**WORK REQUIRED:**
These records are to be written out exactly as they read, minus the pictures.

Dataset records
<<<<

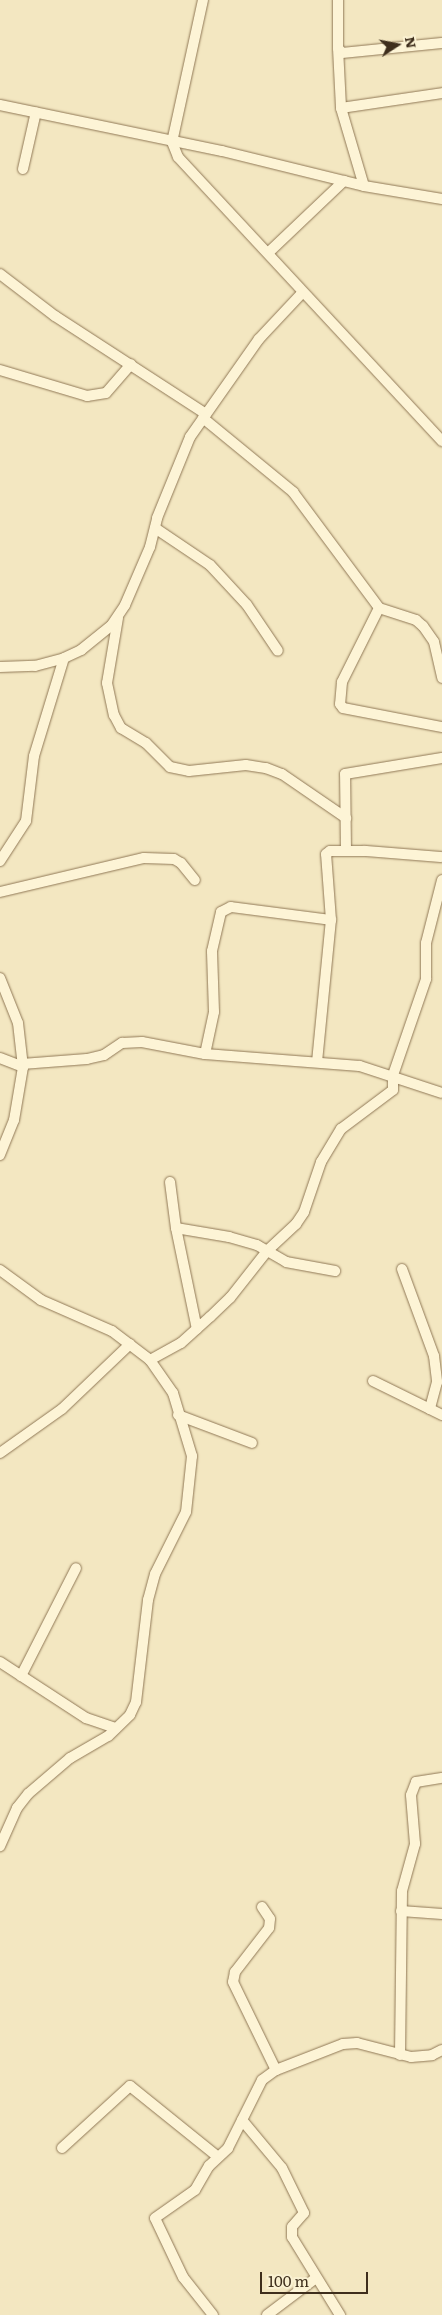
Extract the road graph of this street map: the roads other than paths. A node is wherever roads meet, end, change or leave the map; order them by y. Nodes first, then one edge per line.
1 (203, 0) edge
2 (338, 0) edge
3 (442, 43) edge
4 (338, 48) junction
5 (442, 93) edge
6 (0, 105) edge
7 (341, 108) junction
8 (36, 112) junction
9 (172, 142) junction
10 (23, 169) dead end
11 (344, 181) junction
12 (364, 186) junction
13 (442, 200) edge
14 (268, 253) junction
15 (0, 274) edge
16 (302, 293) junction
17 (131, 364) junction
18 (0, 370) edge
19 (205, 416) junction
20 (442, 441) edge
21 (154, 528) junction
22 (379, 608) junction
23 (118, 617) junction
24 (278, 651) dead end
25 (64, 658) junction
26 (0, 667) edge
27 (442, 678) edge
28 (442, 727) edge
29 (442, 758) edge
30 (346, 818) junction
31 (346, 851) junction
32 (442, 857) edge
33 (0, 861) edge
34 (195, 880) dead end
35 (442, 880) edge
36 (0, 892) edge
37 (331, 920) junction
38 (0, 978) edge
39 (205, 1054) junction
40 (0, 1058) edge
41 (317, 1062) junction
42 (22, 1066) junction
43 (394, 1075) junction
44 (442, 1093) edge
45 (0, 1155) edge
46 (170, 1182) dead end
47 (176, 1228) junction
48 (267, 1252) junction
49 (402, 1269) dead end
50 (0, 1270) edge
51 (335, 1271) dead end
52 (197, 1328) junction
53 (130, 1344) junction
54 (150, 1360) junction
55 (373, 1381) dead end
56 (430, 1409) junction
57 (442, 1414) edge
58 (178, 1415) junction
59 (252, 1443) dead end
60 (0, 1453) edge
61 (76, 1568) dead end
62 (0, 1662) edge
63 (21, 1676) junction
64 (114, 1728) junction
65 (442, 1778) edge
66 (0, 1846) edge
67 (262, 1907) dead end
68 (401, 1911) junction
69 (442, 1914) edge
70 (442, 2050) edge
71 (400, 2055) junction
72 (276, 2070) junction
73 (242, 2120) junction
74 (62, 2148) dead end
75 (218, 2157) junction
76 (316, 2278) junction
77 (213, 2315) edge
78 (267, 2315) edge
79 (340, 2315) edge

1 - 9 street
2 - 4 street
3 - 4 street
4 - 7 street
5 - 7 street
6 - 8 street
7 - 12 street
8 - 9 street
8 - 10 street
9 - 11 street
9 - 14 street
11 - 12 street
11 - 14 street
12 - 13 street
14 - 16 street
15 - 17 street
16 - 19 street
16 - 20 street
17 - 18 street
17 - 19 street
19 - 21 street
19 - 22 street
21 - 23 street
21 - 24 street
22 - 27 street
22 - 28 street
23 - 25 street
23 - 30 street
25 - 26 street
25 - 33 street
29 - 30 street
30 - 31 street
31 - 32 street
31 - 37 street
34 - 36 street
35 - 43 street
37 - 39 street
37 - 41 street
38 - 42 street
39 - 41 street
39 - 42 street
40 - 42 street
41 - 43 street
42 - 45 street
43 - 44 street
43 - 48 street
46 - 47 street
47 - 48 street
47 - 52 street
48 - 51 street
48 - 52 street
49 - 56 street
50 - 53 street
52 - 54 street
53 - 54 street
53 - 60 street
54 - 58 street
55 - 56 street
56 - 57 street
58 - 59 street
58 - 64 street
61 - 63 street
62 - 63 street
63 - 64 street
64 - 66 street
65 - 68 street
67 - 72 street
68 - 69 street
68 - 71 street
70 - 71 street
71 - 72 street
72 - 73 street
73 - 75 street
73 - 76 street
74 - 75 street
75 - 77 street
76 - 78 street
76 - 79 street

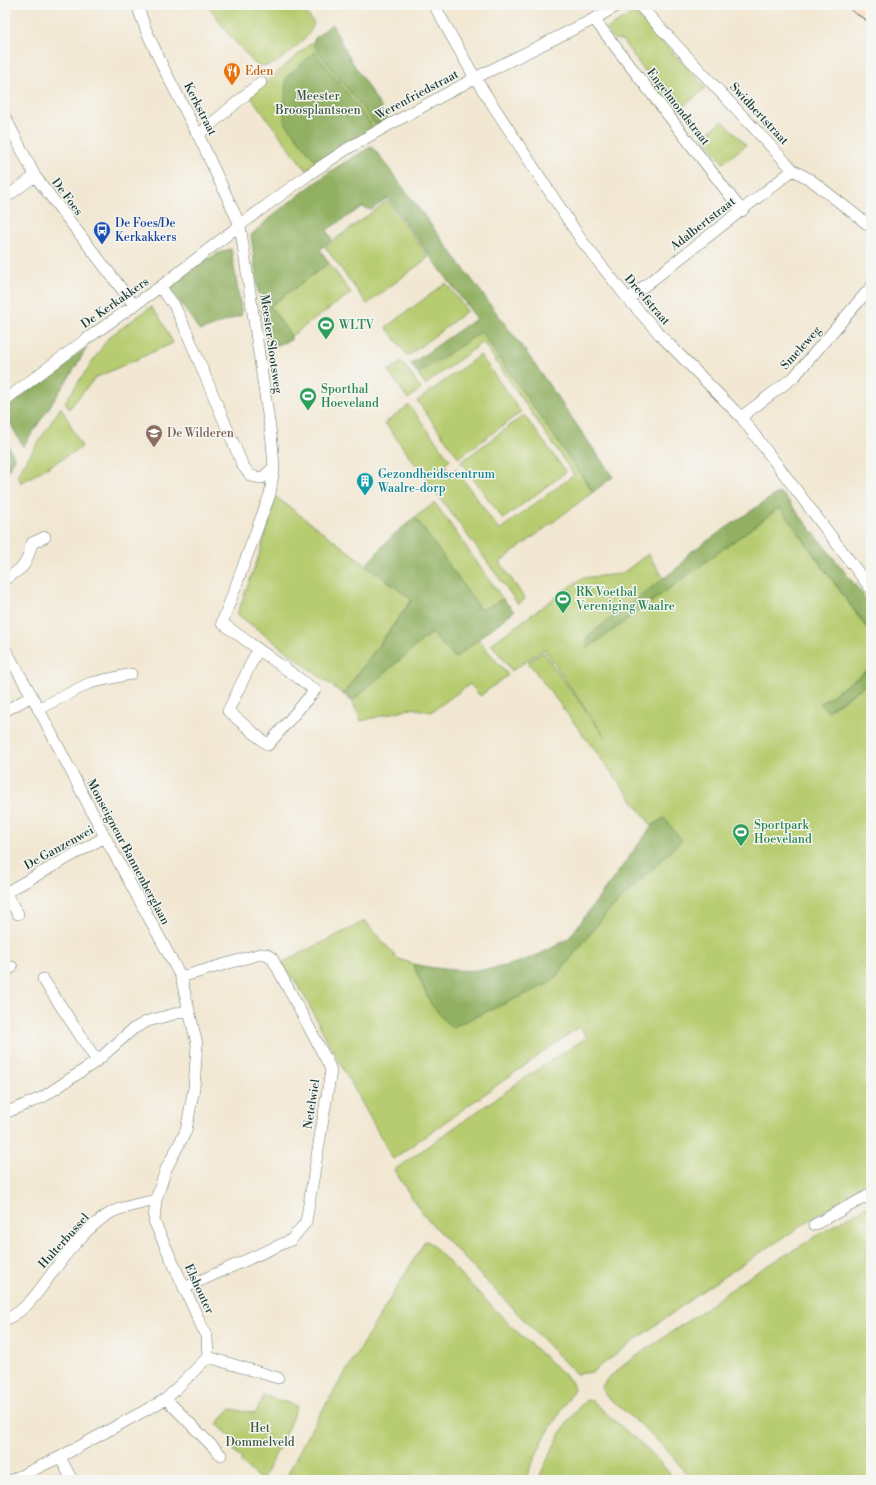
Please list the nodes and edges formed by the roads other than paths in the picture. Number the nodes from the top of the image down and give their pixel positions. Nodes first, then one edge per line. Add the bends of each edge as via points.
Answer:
1 (137, 5) edge
2 (434, 5) edge
3 (618, 5) edge
4 (639, 5) edge
5 (858, 5) edge
6 (871, 13) edge
7 (594, 19) junction
8 (475, 78) junction
9 (261, 82) dead end
10 (5, 117) edge
11 (198, 135) junction
12 (793, 170) junction
13 (35, 176) junction
14 (5, 198) edge
15 (742, 211) junction
16 (240, 225) junction
17 (871, 227) edge
18 (160, 287) junction
19 (871, 287) edge
20 (628, 299) junction
21 (134, 306) junction
22 (5, 400) edge
23 (741, 417) junction
24 (274, 467) junction
25 (45, 537) dead end
26 (5, 579) edge
27 (871, 589) edge
28 (5, 649) edge
29 (258, 649) junction
30 (131, 674) dead end
31 (32, 696) junction
32 (38, 709) junction
33 (5, 711) edge
34 (104, 837) junction
35 (5, 893) edge
36 (18, 914) dead end
37 (181, 977) junction
38 (43, 979) dead end
39 (189, 1010) junction
40 (97, 1062) junction
41 (5, 1113) edge
42 (871, 1194) edge
43 (156, 1200) junction
44 (814, 1225) dead end
45 (184, 1288) junction
46 (5, 1320) edge
47 (208, 1357) junction
48 (278, 1378) dead end
49 (166, 1399) junction
50 (221, 1454) dead end
51 (60, 1457) junction
52 (12, 1480) edge
53 (72, 1480) edge

1 - 11 street, Kerkstraat via 160,61
2 - 8 street, Dreefstraat
3 - 7 street, Werenfriedstraat
4 - 12 street, Swidbertstraat
5 - 6 street
7 - 8 street, Werenfriedstraat
7 - 15 street, Engelmondstraat
8 - 16 street, Werenfriedstraat via 347,149
8 - 20 street, Dreefstraat via 582,241
9 - 11 street
10 - 13 street, De Foes
11 - 16 street, Kerkstraat
12 - 15 street, Adalbertstraat
12 - 17 street, Swidbertstraat via 811,180
13 - 14 street
13 - 21 street, De Foes
15 - 20 street, Adalbertstraat
16 - 18 street, De Kerkakkers
16 - 24 street, Meester Slootsweg
18 - 21 street, De Kerkakkers
18 - 24 street via 174,304 243,466 251,476 262,478
19 - 23 street, Smeleweg via 794,377
20 - 23 street, Dreefstraat
21 - 22 street, De Kerkakkers
23 - 27 street, Dreefstraat
24 - 29 street, Meester Slootsweg via 270,494 222,623
25 - 26 street via 32,543 27,562
28 - 31 street, Monseigneur Bannenberglaan
29 - 29 street via 228,711 268,745 315,690
30 - 32 street via 90,683
31 - 32 street, Monseigneur Bannenberglaan
31 - 33 street
32 - 34 street, Monseigneur Bannenberglaan
34 - 35 street, De Ganzenwei
34 - 37 street, Monseigneur Bannenberglaan
35 - 36 street, De Ganzenwei
37 - 39 street, Monseigneur Bannenberglaan
37 - 45 street, Netelwiel via 266,954 272,958 331,1072 306,1222 291,1240
38 - 40 street
39 - 40 street via 148,1020
39 - 43 street, Elshouter via 197,1044 194,1088 186,1131 166,1169
40 - 41 street via 43,1097
42 - 44 street
43 - 45 street, Elshouter via 154,1221
43 - 46 street, Hulterbussel via 112,1212 95,1224 62,1260 28,1305
45 - 47 street, Elshouter via 208,1338
47 - 48 street
47 - 49 street
49 - 50 street
49 - 51 street
51 - 52 street
51 - 53 street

>>>>

**RESPONSE AREA:**
Extract the road graph of this street map: the roads other than paths. A node is wherever roads meet, end, change or leave the map; order them by y. Nodes first, then one edge per line.
1 (203, 0) edge
2 (338, 0) edge
3 (442, 43) edge
4 (338, 48) junction
5 (442, 93) edge
6 (0, 105) edge
7 (341, 108) junction
8 (36, 112) junction
9 (172, 142) junction
10 (23, 169) dead end
11 (344, 181) junction
12 (364, 186) junction
13 (442, 200) edge
14 (268, 253) junction
15 (0, 274) edge
16 (302, 293) junction
17 (131, 364) junction
18 (0, 370) edge
19 (205, 416) junction
20 (442, 441) edge
21 (154, 528) junction
22 (379, 608) junction
23 (118, 617) junction
24 (278, 651) dead end
25 (64, 658) junction
26 (0, 667) edge
27 (442, 678) edge
28 (442, 727) edge
29 (442, 758) edge
30 (346, 818) junction
31 (346, 851) junction
32 (442, 857) edge
33 (0, 861) edge
34 (195, 880) dead end
35 (442, 880) edge
36 (0, 892) edge
37 (331, 920) junction
38 (0, 978) edge
39 (205, 1054) junction
40 (0, 1058) edge
41 (317, 1062) junction
42 (22, 1066) junction
43 (394, 1075) junction
44 (442, 1093) edge
45 (0, 1155) edge
46 (170, 1182) dead end
47 (176, 1228) junction
48 (267, 1252) junction
49 (402, 1269) dead end
50 (0, 1270) edge
51 (335, 1271) dead end
52 (197, 1328) junction
53 (130, 1344) junction
54 (150, 1360) junction
55 (373, 1381) dead end
56 (430, 1409) junction
57 (442, 1414) edge
58 (178, 1415) junction
59 (252, 1443) dead end
60 (0, 1453) edge
61 (76, 1568) dead end
62 (0, 1662) edge
63 (21, 1676) junction
64 (114, 1728) junction
65 (442, 1778) edge
66 (0, 1846) edge
67 (262, 1907) dead end
68 (401, 1911) junction
69 (442, 1914) edge
70 (442, 2050) edge
71 (400, 2055) junction
72 (276, 2070) junction
73 (242, 2120) junction
74 (62, 2148) dead end
75 (218, 2157) junction
76 (316, 2278) junction
77 (213, 2315) edge
78 (267, 2315) edge
79 (340, 2315) edge

1 - 9 street
2 - 4 street
3 - 4 street
4 - 7 street
5 - 7 street
6 - 8 street
7 - 12 street
8 - 9 street
8 - 10 street
9 - 11 street
9 - 14 street
11 - 12 street
11 - 14 street
12 - 13 street
14 - 16 street
15 - 17 street
16 - 19 street
16 - 20 street
17 - 18 street
17 - 19 street
19 - 21 street
19 - 22 street
21 - 23 street
21 - 24 street
22 - 27 street
22 - 28 street
23 - 25 street
23 - 30 street
25 - 26 street
25 - 33 street
29 - 30 street
30 - 31 street
31 - 32 street
31 - 37 street
34 - 36 street
35 - 43 street
37 - 39 street
37 - 41 street
38 - 42 street
39 - 41 street
39 - 42 street
40 - 42 street
41 - 43 street
42 - 45 street
43 - 44 street
43 - 48 street
46 - 47 street
47 - 48 street
47 - 52 street
48 - 51 street
48 - 52 street
49 - 56 street
50 - 53 street
52 - 54 street
53 - 54 street
53 - 60 street
54 - 58 street
55 - 56 street
56 - 57 street
58 - 59 street
58 - 64 street
61 - 63 street
62 - 63 street
63 - 64 street
64 - 66 street
65 - 68 street
67 - 72 street
68 - 69 street
68 - 71 street
70 - 71 street
71 - 72 street
72 - 73 street
73 - 75 street
73 - 76 street
74 - 75 street
75 - 77 street
76 - 78 street
76 - 79 street

Please list the nodes and edges formed by the roads other than paths in the picture. Number the nodes from the top of the image down and give their pixel positions. Nodes first, then one edge per line. Add the bends of each edge as via points.
Answer:
1 (137, 5) edge
2 (434, 5) edge
3 (618, 5) edge
4 (639, 5) edge
5 (858, 5) edge
6 (871, 13) edge
7 (594, 19) junction
8 (475, 78) junction
9 (261, 82) dead end
10 (5, 117) edge
11 (198, 135) junction
12 (793, 170) junction
13 (35, 176) junction
14 (5, 198) edge
15 (742, 211) junction
16 (240, 225) junction
17 (871, 227) edge
18 (160, 287) junction
19 (871, 287) edge
20 (628, 299) junction
21 (134, 306) junction
22 (5, 400) edge
23 (741, 417) junction
24 (274, 467) junction
25 (45, 537) dead end
26 (5, 579) edge
27 (871, 589) edge
28 (5, 649) edge
29 (258, 649) junction
30 (131, 674) dead end
31 (32, 696) junction
32 (38, 709) junction
33 (5, 711) edge
34 (104, 837) junction
35 (5, 893) edge
36 (18, 914) dead end
37 (181, 977) junction
38 (43, 979) dead end
39 (189, 1010) junction
40 (97, 1062) junction
41 (5, 1113) edge
42 (871, 1194) edge
43 (156, 1200) junction
44 (814, 1225) dead end
45 (184, 1288) junction
46 (5, 1320) edge
47 (208, 1357) junction
48 (278, 1378) dead end
49 (166, 1399) junction
50 (221, 1454) dead end
51 (60, 1457) junction
52 (12, 1480) edge
53 (72, 1480) edge

1 - 11 street, Kerkstraat via 160,61
2 - 8 street, Dreefstraat
3 - 7 street, Werenfriedstraat
4 - 12 street, Swidbertstraat
5 - 6 street
7 - 8 street, Werenfriedstraat
7 - 15 street, Engelmondstraat
8 - 16 street, Werenfriedstraat via 347,149
8 - 20 street, Dreefstraat via 582,241
9 - 11 street
10 - 13 street, De Foes
11 - 16 street, Kerkstraat
12 - 15 street, Adalbertstraat
12 - 17 street, Swidbertstraat via 811,180
13 - 14 street
13 - 21 street, De Foes
15 - 20 street, Adalbertstraat
16 - 18 street, De Kerkakkers
16 - 24 street, Meester Slootsweg
18 - 21 street, De Kerkakkers
18 - 24 street via 174,304 243,466 251,476 262,478
19 - 23 street, Smeleweg via 794,377
20 - 23 street, Dreefstraat
21 - 22 street, De Kerkakkers
23 - 27 street, Dreefstraat
24 - 29 street, Meester Slootsweg via 270,494 222,623
25 - 26 street via 32,543 27,562
28 - 31 street, Monseigneur Bannenberglaan
29 - 29 street via 228,711 268,745 315,690
30 - 32 street via 90,683
31 - 32 street, Monseigneur Bannenberglaan
31 - 33 street
32 - 34 street, Monseigneur Bannenberglaan
34 - 35 street, De Ganzenwei
34 - 37 street, Monseigneur Bannenberglaan
35 - 36 street, De Ganzenwei
37 - 39 street, Monseigneur Bannenberglaan
37 - 45 street, Netelwiel via 266,954 272,958 331,1072 306,1222 291,1240
38 - 40 street
39 - 40 street via 148,1020
39 - 43 street, Elshouter via 197,1044 194,1088 186,1131 166,1169
40 - 41 street via 43,1097
42 - 44 street
43 - 45 street, Elshouter via 154,1221
43 - 46 street, Hulterbussel via 112,1212 95,1224 62,1260 28,1305
45 - 47 street, Elshouter via 208,1338
47 - 48 street
47 - 49 street
49 - 50 street
49 - 51 street
51 - 52 street
51 - 53 street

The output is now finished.